Otina dan Nanga-Nanga menjadi titik berangkat perbincangan dalam Titik Temu #4 Alinea pada Minggu, 14 September 2025. Siang itu, sebuah rumah di Jalan Sinabung, Jakarta Selatan, menjelma ruang berbagi gagasan dan pandangan. Selama tiga jam, sejak pukul 11.00 WIB, percakapan khidmat memenuhi ruangan ketika Stebby Julionatan, Debra H. Yatim, dan Danny I. Yatim duduk bersama empat Kawan Alinea yakni Sisie, Takarina, Indri, dan Ocha. Semua yang hadir larut dalam obrolan hangat, menyingkap lapisan-lapisan cerita dari buku keenam seri Perempuan Penyintas 65, yang menghidupkan kembali ingatan perempuan terhadap sejarah yang kerap dipinggirkan.
Buku yang menghimpun catatan harian ini lahir dari komitmen pribadi Magdalena, tanpa sokongan dana hibah maupun penerbit besar.

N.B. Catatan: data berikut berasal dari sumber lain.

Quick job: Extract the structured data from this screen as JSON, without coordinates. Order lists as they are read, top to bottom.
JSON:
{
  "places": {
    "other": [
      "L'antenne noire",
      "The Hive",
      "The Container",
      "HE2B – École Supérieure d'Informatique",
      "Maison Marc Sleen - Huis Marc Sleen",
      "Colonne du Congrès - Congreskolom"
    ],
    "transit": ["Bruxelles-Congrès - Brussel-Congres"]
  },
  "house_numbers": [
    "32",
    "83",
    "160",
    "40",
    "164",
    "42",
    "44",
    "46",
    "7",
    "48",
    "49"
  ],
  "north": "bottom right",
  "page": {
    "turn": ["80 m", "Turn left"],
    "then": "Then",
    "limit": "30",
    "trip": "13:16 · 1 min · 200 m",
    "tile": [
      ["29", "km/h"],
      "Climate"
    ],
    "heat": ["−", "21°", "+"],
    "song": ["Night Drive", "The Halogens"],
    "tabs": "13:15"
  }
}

Ia menulis dengan tekad untuk merekam suara perempuan yang selama ini absen dari narasi sejarah arus utama. “Saya ingin memastikan kisah mereka tidak hilang, sebab terlalu lama sejarah hanya ditulis dari sudut pandang yang membisukan perempuan,” ujarnya.

Diakui Magdalena, jika perjumpaannya dengan kelompok paduan suara Dialita membuka jalan baginya mengenal kisah para perempuan penyintas, termasuk Rukiyah, mantan tahanan politik dari Sulawesi yang pernah dibuang ke Nanga-Nanga.

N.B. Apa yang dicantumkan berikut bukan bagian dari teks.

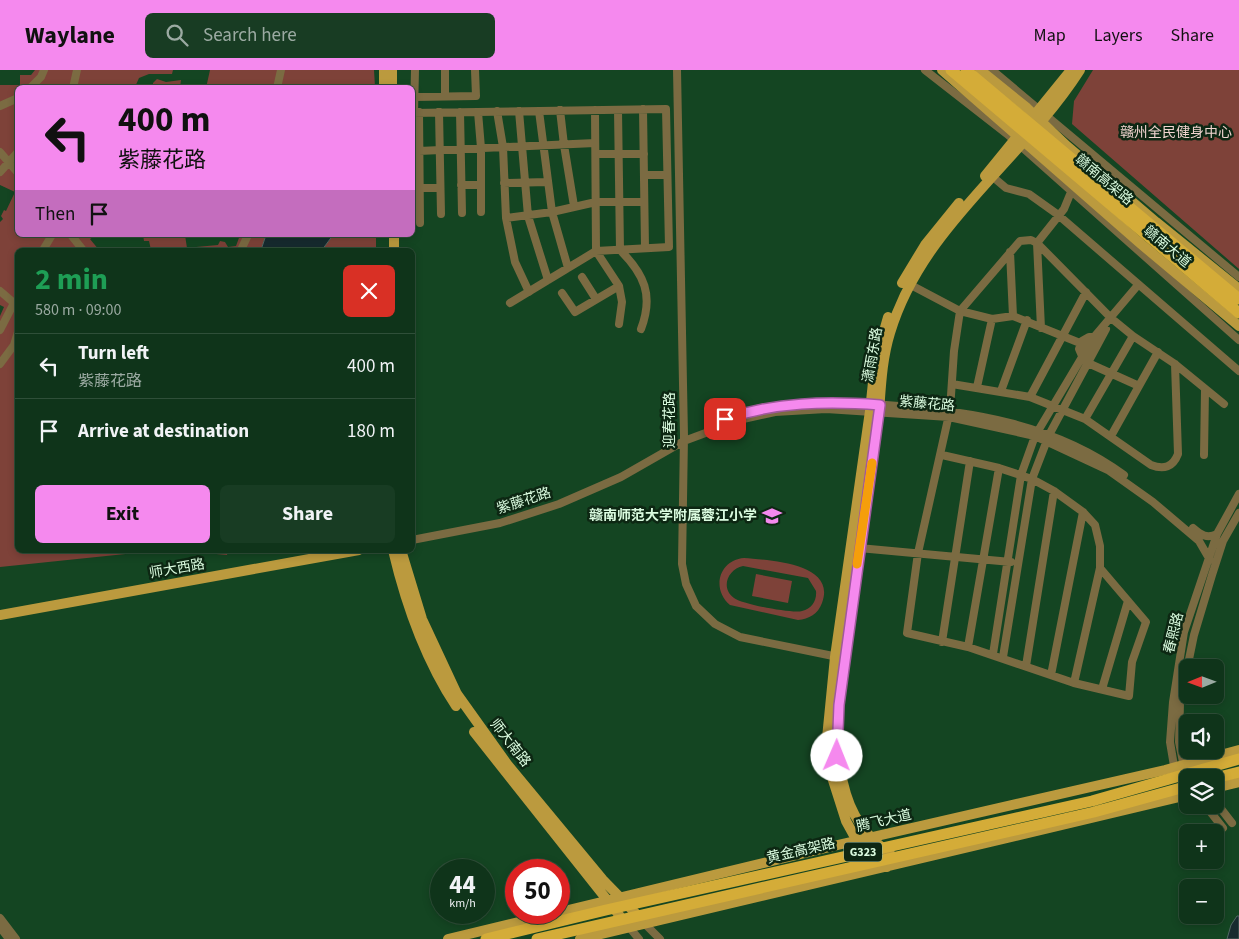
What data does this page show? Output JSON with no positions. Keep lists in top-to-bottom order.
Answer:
{
  "streets": {
    "highway": ["赣南高架路", "黄金高架路", "G323"],
    "main road": [
      "赣南大道",
      "潇雨东路",
      "师大西路",
      "师大南路",
      "腾飞大道"
    ],
    "street": ["紫藤花路", "迎春花路", "春熙路"]
  },
  "crossings": [
    ["赣南大道", "潇雨东路"],
    ["潇雨东路", "紫藤花路"],
    ["潇雨东路", "迎春花路"],
    ["潇雨东路", "腾飞大道"],
    ["紫藤花路", "迎春花路"],
    ["紫藤花路", "春熙路"],
    ["春熙路", "腾飞大道"],
    ["师大南路", "腾飞大道"]
  ],
  "parks": ["赣州全民健身中心"],
  "places": {
    "school or university": ["赣南师范大学附属蓉江小学"]
  },
  "north": "left",
  "page": {
    "header": "Waylane",
    "search": "Search here",
    "nav": ["Map", "Layers", "Share"],
    "turn": ["400 m", "紫藤花路"],
    "then": "Then",
    "heading": ["2 min", "580 m · 09:00"],
    "list": [
      {
        "name": "Turn left",
        "note": "紫藤花路",
        "value": "400 m"
      },
      {
        "name": "Arrive at destination",
        "value": "180 m"
      }
    ],
    "buttons": ["Exit", "Share"],
    "map_buttons": ["+", "−"],
    "speed": "44 km/h",
    "limit": "50"
  }
}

Ketertarikan perempuan yang pernah memimpin Komnas Perempuan ini pada kisah Rukiyah bermula ketika ia tinggal di Belanda. Saat itu, putri DN Aidit mengajukan pertanyaan sederhana: “Mau tidak menulis tentang Nanga-Nanga?” yang justru menjadi pemantik untuk menelusuri jejak yang terlupakan. Dari sana, lahirlah riset panjang dengan membaca literatur, melakukan wawancara daring, hingga menjejak langsung ke Kendari. Dalam perjalanannya, ia menemukan sebuah kontras: Nanga-Nanga kini terhubung jalan aspal dan harga tanahnya melonjak, namun luka sejarah tetap membekas melalui konflik agraria dan memori kolektif warga.
Proses penerbitan Otina dan Nanga-Nanga sempat tersendat karena keluarga Rukiyah khawatir kisah itu disalahgunakan. Namun, berkat dukungan cucu Rukiyah yang menegaskan pentingnya buku ini sebagai pengingat generasi muda, restu akhirnya diberikan. Magdalena menegaskan, proyek ini bukan soal keuntungan finansial, melainkan upaya menjaga ingatan agar nama-nama kecil yang terhapus dari sejarah tetap terdengar.
Sebagai penulis yang konsisten mengangkat isu perempuan dan keadilan gender, Magdalena yang lahir di Sumatera Utara ini sebelumnya telah melahirkan sejumlah karya penting dalam seri Perempuan Penyintas 65, di antaranya Onak dan Tari di Bukit Duri serta Jiwa-jiwa yang Bermartabat. Dengan Otina dan Nanga-Nanga, ia kembali meneguhkan komitmen untuk menyuarakan pengalaman yang kerap dipinggirkan.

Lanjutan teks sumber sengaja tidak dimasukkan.